In fact, she’s part of a double header event - Polly Barton and Eley Williams – linking together two recently published books which have a theme of language in common. Barton’s written a sort of memoir called Fifty Sounds, using Japanese onomatopoeic phrases as the jumping-off point for each section. She describes how she came back to England after an extended stay in Japan, only to realise that she was having real problems communicating in either language: the book helped her organise her thoughts and find a way to express them. As with the previous occasions when we’ve seen her, Barton is fascinating when she describes the almost physical relationship she has with language, describing how she feels she has to climb inside a piece of text to work with it.

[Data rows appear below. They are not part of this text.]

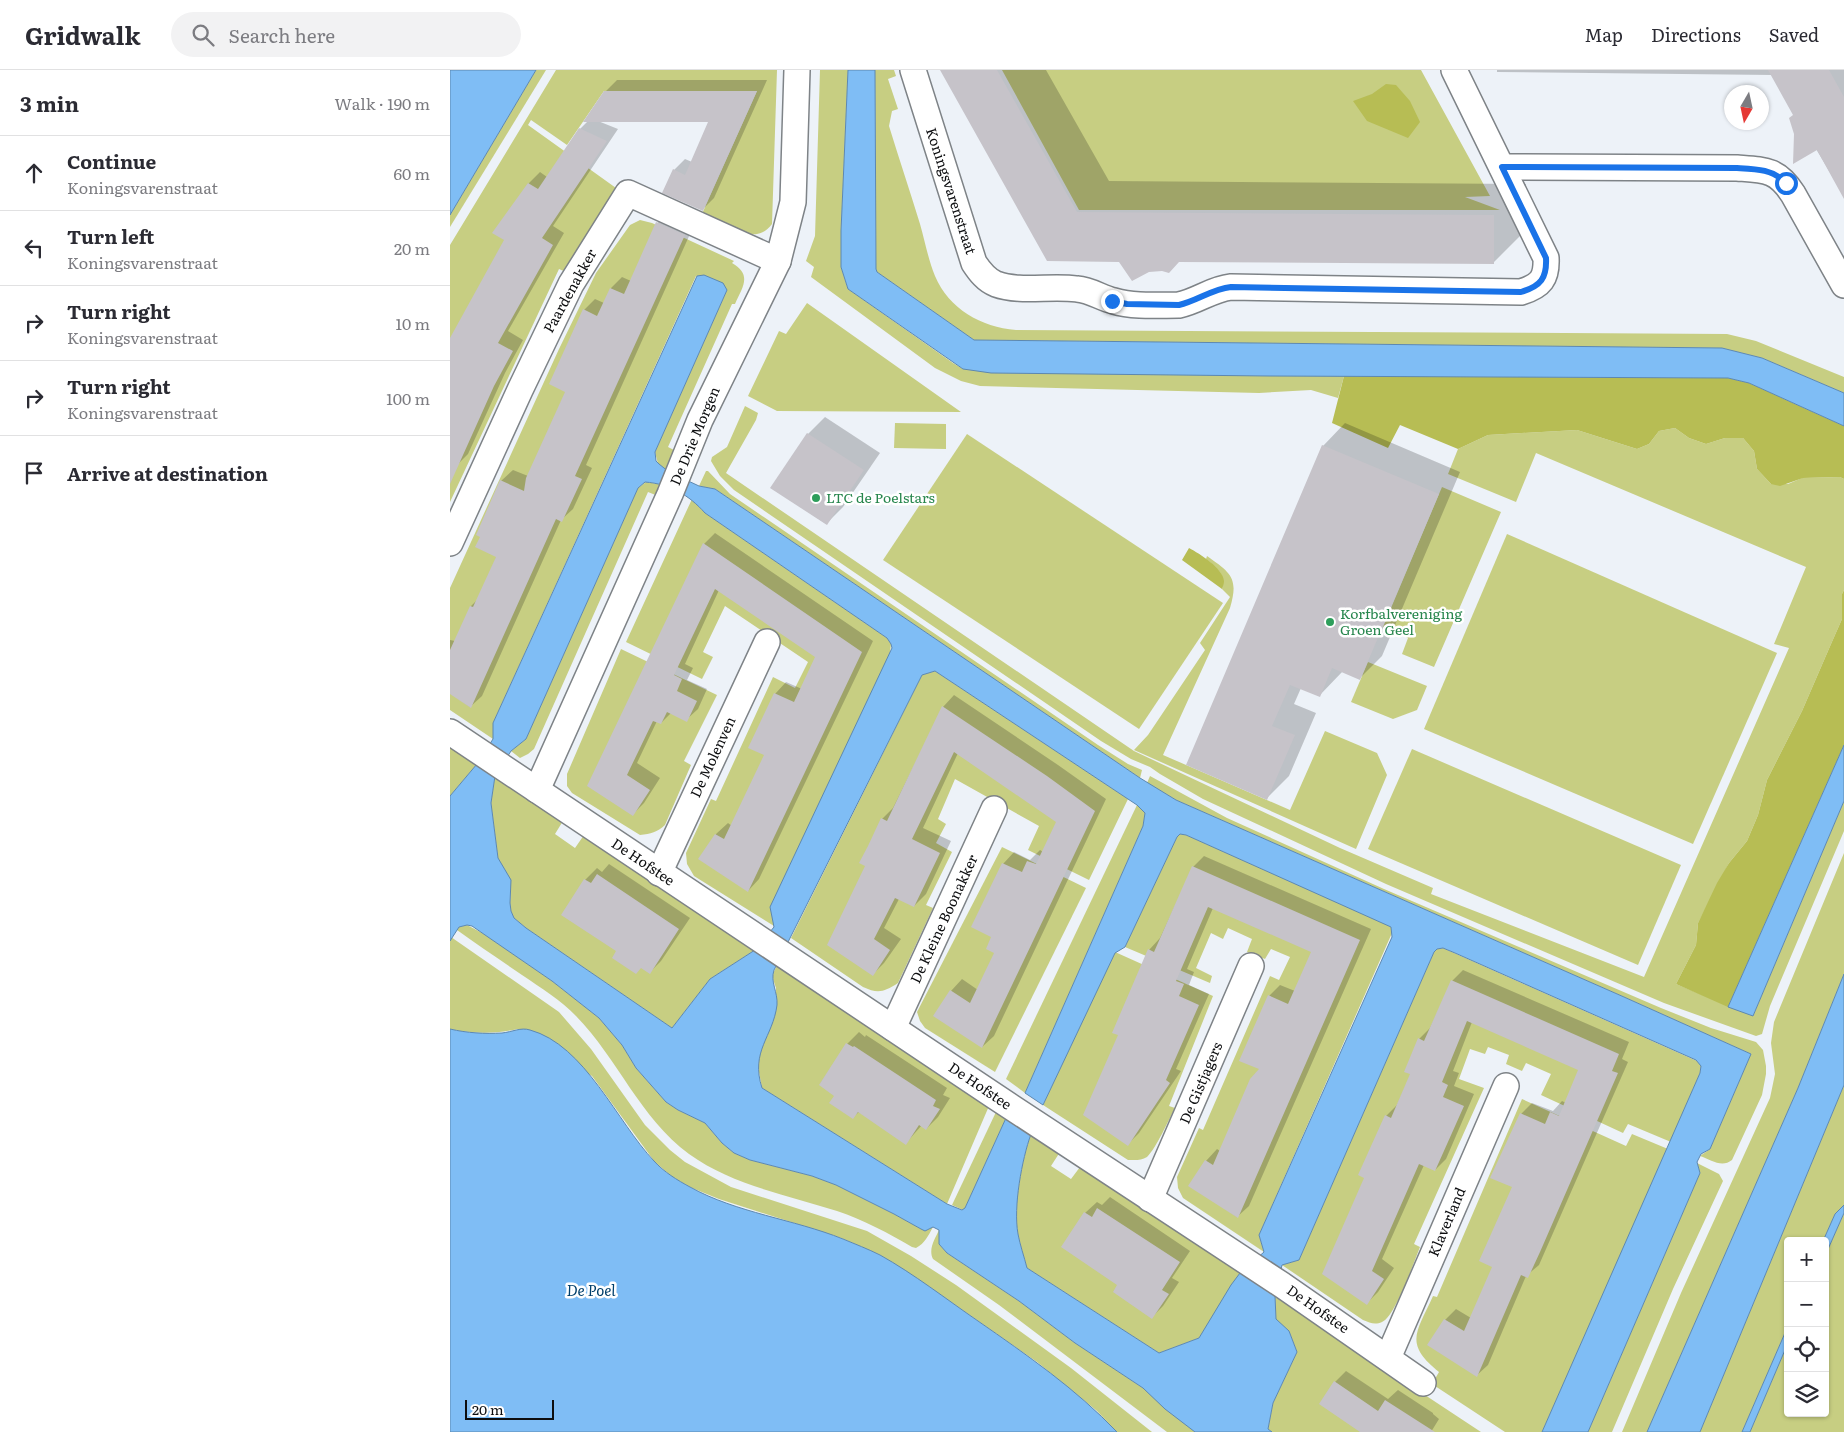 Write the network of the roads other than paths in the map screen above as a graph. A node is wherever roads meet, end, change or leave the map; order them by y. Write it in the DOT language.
graph roads {
  1 [pos="797,70"];
  2 [pos="913,70"];
  3 [pos="1454,70"];
  4 [pos="1502,167"];
  5 [pos="778,261"];
  6 [pos="1844,285"];
  7 [pos="450,542"];
  8 [pos="767,642"];
  9 [pos="450,732"];
  10 [pos="537,790"];
  11 [pos="994,809"];
  12 [pos="659,873"];
  13 [pos="1251,966"];
  14 [pos="893,1028"];
  15 [pos="1506,1086"];
  16 [pos="1150,1199"];
  17 [pos="1388,1358"];
  18 [pos="1423,1383"];
  1 -- 5 [label="street, De Drie Morgen"];
  2 -- 4 [label="street, Koningsvarenstraat"];
  3 -- 4 [label="street, Koningsvarenstraat"];
  4 -- 6 [label="street"];
  5 -- 7 [label="street, Paardenakker"];
  5 -- 10 [label="street, De Drie Morgen"];
  8 -- 12 [label="street, De Molenven"];
  9 -- 10 [label="street"];
  10 -- 12 [label="street, De Hofstee"];
  11 -- 14 [label="street, De Kleine Boonakker"];
  12 -- 14 [label="street, De Hofstee"];
  13 -- 16 [label="street, De Gistjagers"];
  14 -- 16 [label="street, De Hofstee"];
  15 -- 17 [label="street, Klaverland"];
  16 -- 17 [label="street, De Hofstee"];
  17 -- 18 [label="street, De Hofstee"];
}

We didn’t come here for Eley Williams, but her book sounds equally fascinating, although very different. Her new novel The Liar’s Dictionary tells the story of a woman whose job it is to combing through the previous edition of a dictionary looking for mountweasels – fake words inserted as a trap for copyright violators, or in some cases just inserted out of pure bedevillment. She has some great stories of real life examples that stayed in print much longer than they should have: the best one describes a mythical bird with one wing, where the male and the female mate using a hook and eye arrangement on their non-wing side.
Barton and Williams are doing very different things with their books, but there’s some nice common ground as they discuss their arsenal of language tools and reference materials, from Urban Dictionary to the computer game Slime Forest Adventure. And if you want to know what that’s all about, good news – this particular Book Festival talk (along with a couple more we’ll look at tomorrow, in our final day) can be watched online for at least the next few months on a pay-what-you-like basis.